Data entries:
/---
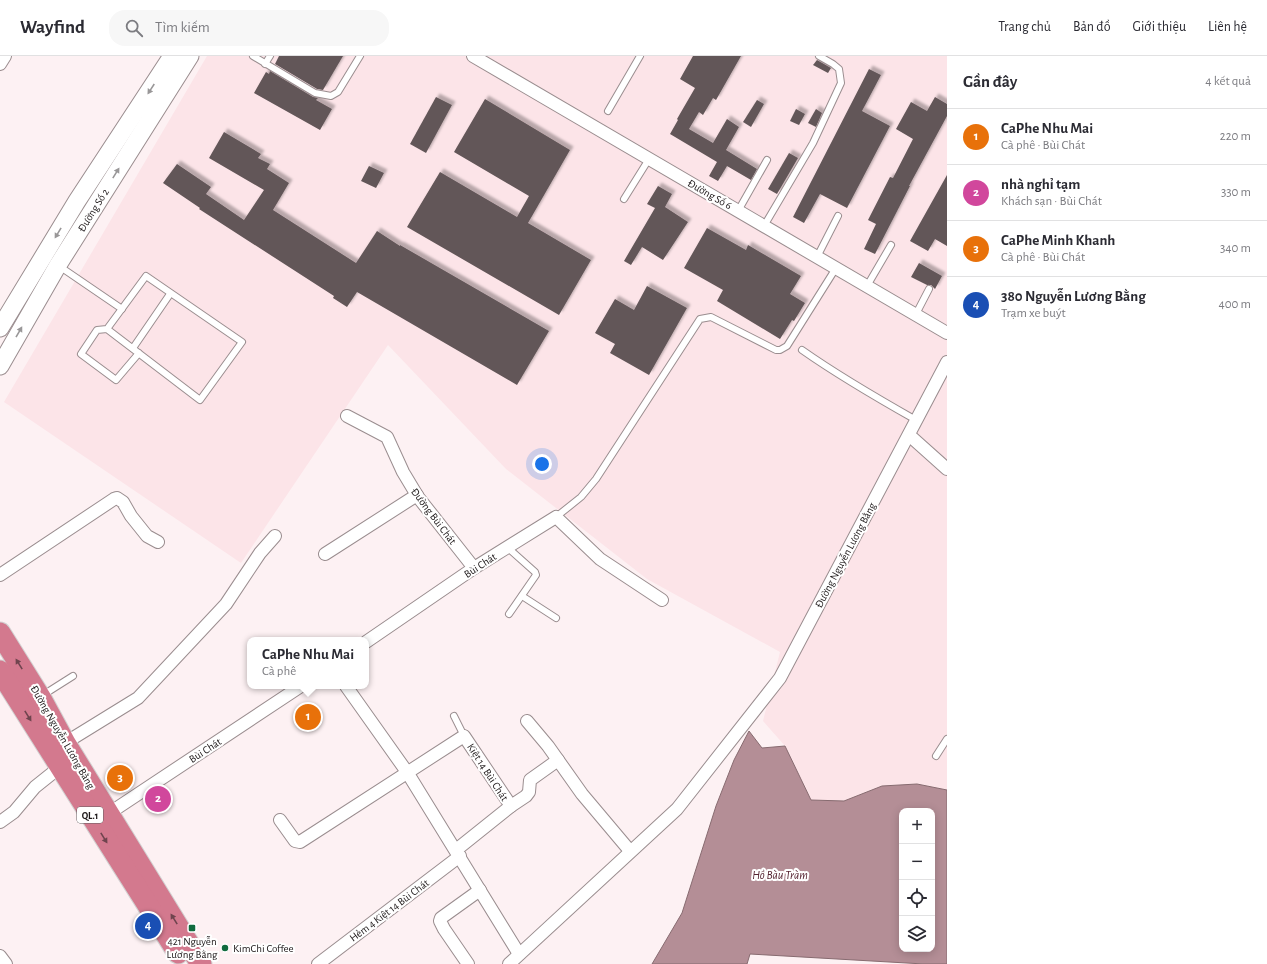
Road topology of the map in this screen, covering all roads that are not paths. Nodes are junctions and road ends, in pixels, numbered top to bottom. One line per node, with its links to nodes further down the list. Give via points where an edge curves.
1 (5, 56): 10 (street)
2 (172, 56): 16 (street, Đường Số 2, one-way to 16)
3 (190, 56): 18 (street, Đường Số 2, one-way to 3)
4 (253, 56): 11 (lane)
5 (270, 56): 11 (lane)
6 (360, 56): 11 (lane, via 338,92 331,96 315,93)
7 (473, 56): 13 (street, Đường Số 6)
8 (640, 56): 12 (lane)
9 (819, 56): 20 (lane, via 839,69 841,83 813,143)
10 (0, 64)
11 (265, 64)
12 (608, 111)
13 (648, 158): 15 (lane); 17 (street, Đường Số 6)
14 (767, 160): 17 (lane)
15 (624, 199)
16 (74, 206): 18 (street); 30 (street, Đường Số 2, one-way to 30)
17 (738, 210): 20 (street, Đường Số 6)
18 (89, 216): 23 (street, Đường Số 2)
19 (838, 216): 22 (lane)
20 (764, 226): 22 (street, Đường Số 6)
21 (891, 245): 25 (lane)
22 (817, 257): 24 (street, Đường Số 6)
23 (58, 265): 28 (lane); 37 (street, Đường Số 2, one-way to 23)
24 (836, 268): 25 (street, Đường Số 6); 43 (lane, via 784,349 776,350 711,317 700,319 596,479 581,497)
25 (867, 286): 29 (street, Đường Số 6)
26 (929, 289): 29 (lane)
27 (170, 294): 28 (lane, via 146,276); 33 (lane); 35 (lane, via 242,342 200,400)
28 (122, 309): 31 (lane)
29 (916, 314): 32 (street, Đường Số 6)
30 (0, 328)
31 (107, 329): 33 (lane); 35 (lane, via 97,330 81,354 116,380)
32 (947, 333)
33 (133, 348): 35 (lane)
34 (802, 350): 39 (lane, via 874,397)
35 (139, 353)
36 (947, 362): 39 (street, Đường Nguyễn Lương Bằng)
37 (0, 366)
38 (348, 416): 42 (street, Đường Bùi Chát, via 387,437)
39 (916, 420): 40 (street, Đường Nguyễn Lương Bằng)
40 (909, 435): 41 (street); 74 (street, Đường Nguyễn Lương Bằng, via 780,678 676,809)
41 (947, 469)
42 (417, 495): 47 (street); 48 (street, Đường Bùi Chát)
43 (556, 517): 46 (street, Bùi Chát); 51 (street, via 600,559)
44 (275, 536): 65 (street, via 260,553 226,604 138,698)
45 (158, 542): 49 (street, via 148,536 123,502 117,498)
46 (507, 547): 48 (street, Bùi Chát); 50 (lane, via 536,574)
47 (325, 554)
48 (474, 568): 55 (street, Bùi Chát)
49 (0, 575)
50 (522, 596): 52 (lane); 53 (lane)
51 (662, 600)
52 (509, 614)
53 (556, 618)
54 (0, 633): 60 (highway, Đường Nguyễn Lương Bằng / QL.1, one-way to 54)
55 (369, 640)
56 (0, 671): 68 (highway, Đường Nguyễn Lương Bằng / QL.1, one-way to 68)
57 (74, 676): 60 (lane)
58 (296, 689): 71 (street, Bùi Chát)
59 (348, 689): 69 (street)
60 (40, 697): 65 (highway, Đường Nguyễn Lương Bằng / QL.1)
61 (454, 716): 63 (lane)
62 (527, 721): 67 (street)
63 (464, 736): 69 (street, Kiệt 14 Bùi Chát); 70 (street, Kiệt 14 Bùi Chát)
64 (947, 739): 66 (lane)
65 (65, 743): 71 (highway, Đường Nguyễn Lương Bằng / QL.1)
66 (936, 756)
67 (558, 760): 70 (street, via 530,780 529,792); 74 (street, via 582,794)
68 (60, 767): 73 (street, via 35,787 19,807); 80 (highway, Đường Nguyễn Lương Bằng / QL.1, one-way to 80)
69 (407, 772): 72 (street, via 300,842 295,841); 75 (street)
70 (511, 806): 75 (street, Kiệt 14 Bùi Chát)
71 (108, 814): 81 (highway, Đường Nguyễn Lương Bằng / QL.1, one-way to 71)
72 (280, 820)
73 (0, 822)
74 (630, 851): 77 (street, Đường Nguyễn Lương Bằng)
75 (458, 853): 76 (street); 82 (street, Hẻm 4 Kiệt 14 Bùi Chát)
76 (480, 890): 77 (street); 83 (street, via 440,921)
77 (518, 954): 84 (street, Đường Nguyễn Lương Bằng)
78 (0, 956): 79 (street)
79 (6, 964)
80 (184, 964)
81 (202, 964)
82 (318, 964)
83 (468, 964)
84 (510, 964)

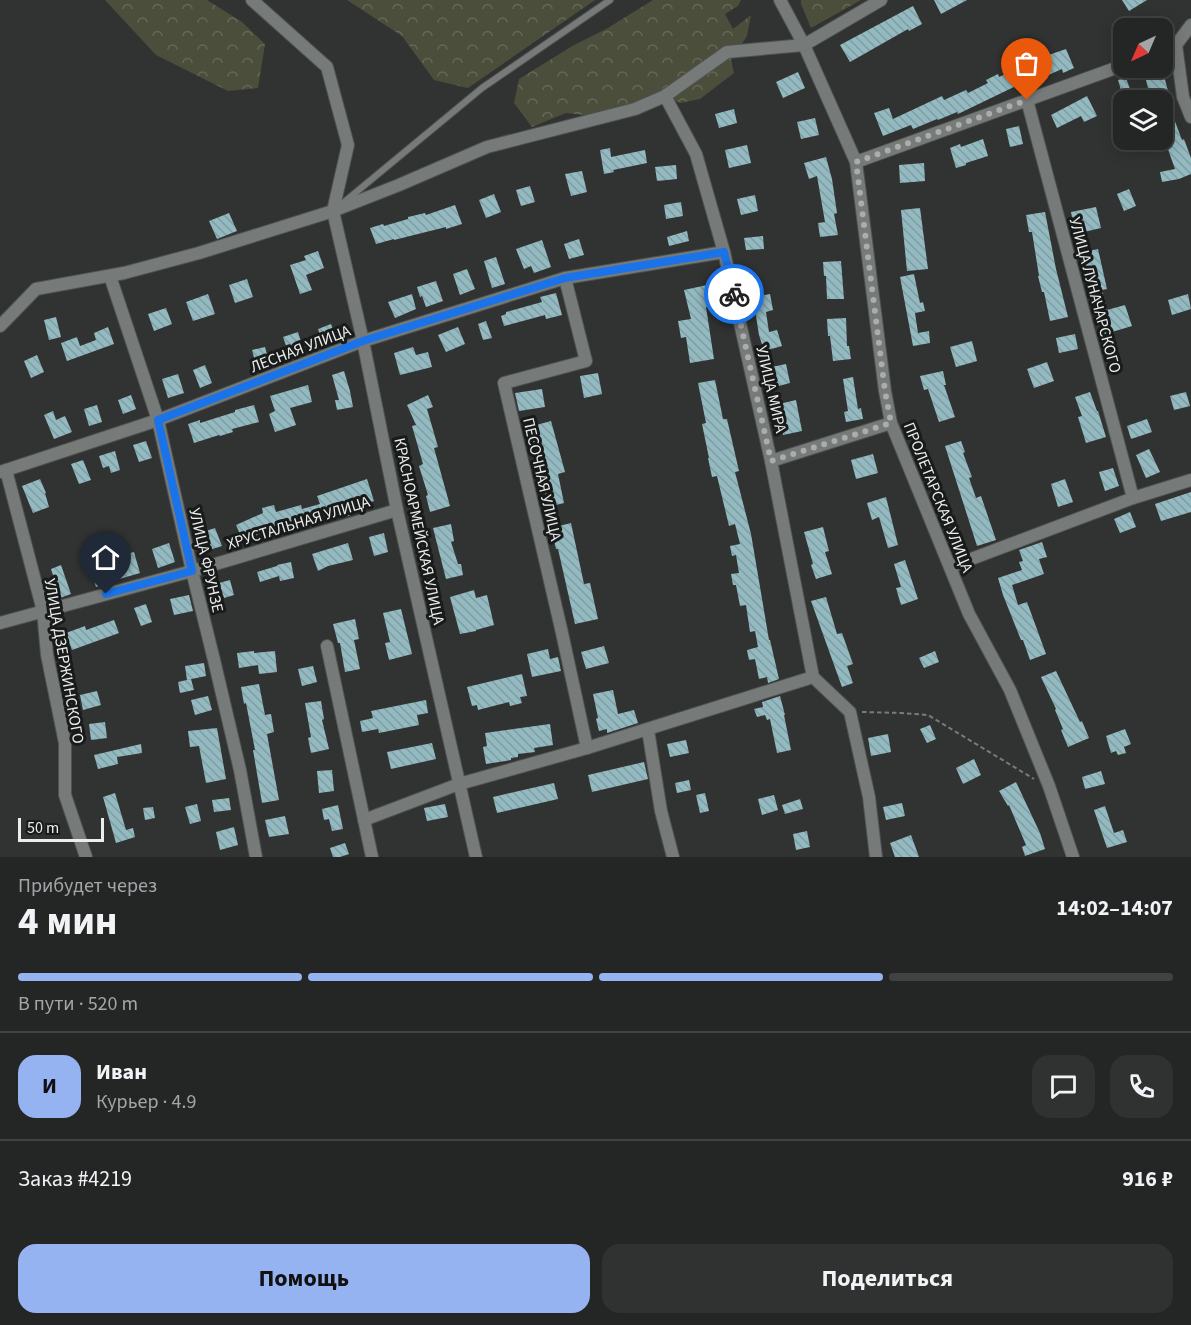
\---
◆ **Instructions to follow**
Only lines with the word "Lương" are wanted; pull each of them from the records.

◆ **Reply**
36 (947, 362): 39 (street, Đường Nguyễn Lương Bằng)
39 (916, 420): 40 (street, Đường Nguyễn Lương Bằng)
40 (909, 435): 41 (street); 74 (street, Đường Nguyễn Lương Bằng, via 780,678 676,809)
54 (0, 633): 60 (highway, Đường Nguyễn Lương Bằng / QL.1, one-way to 54)
56 (0, 671): 68 (highway, Đường Nguyễn Lương Bằng / QL.1, one-way to 68)
60 (40, 697): 65 (highway, Đường Nguyễn Lương Bằng / QL.1)
65 (65, 743): 71 (highway, Đường Nguyễn Lương Bằng / QL.1)
68 (60, 767): 73 (street, via 35,787 19,807); 80 (highway, Đường Nguyễn Lương Bằng / QL.1, one-way to 80)
71 (108, 814): 81 (highway, Đường Nguyễn Lương Bằng / QL.1, one-way to 71)
74 (630, 851): 77 (street, Đường Nguyễn Lương Bằng)
77 (518, 954): 84 (street, Đường Nguyễn Lương Bằng)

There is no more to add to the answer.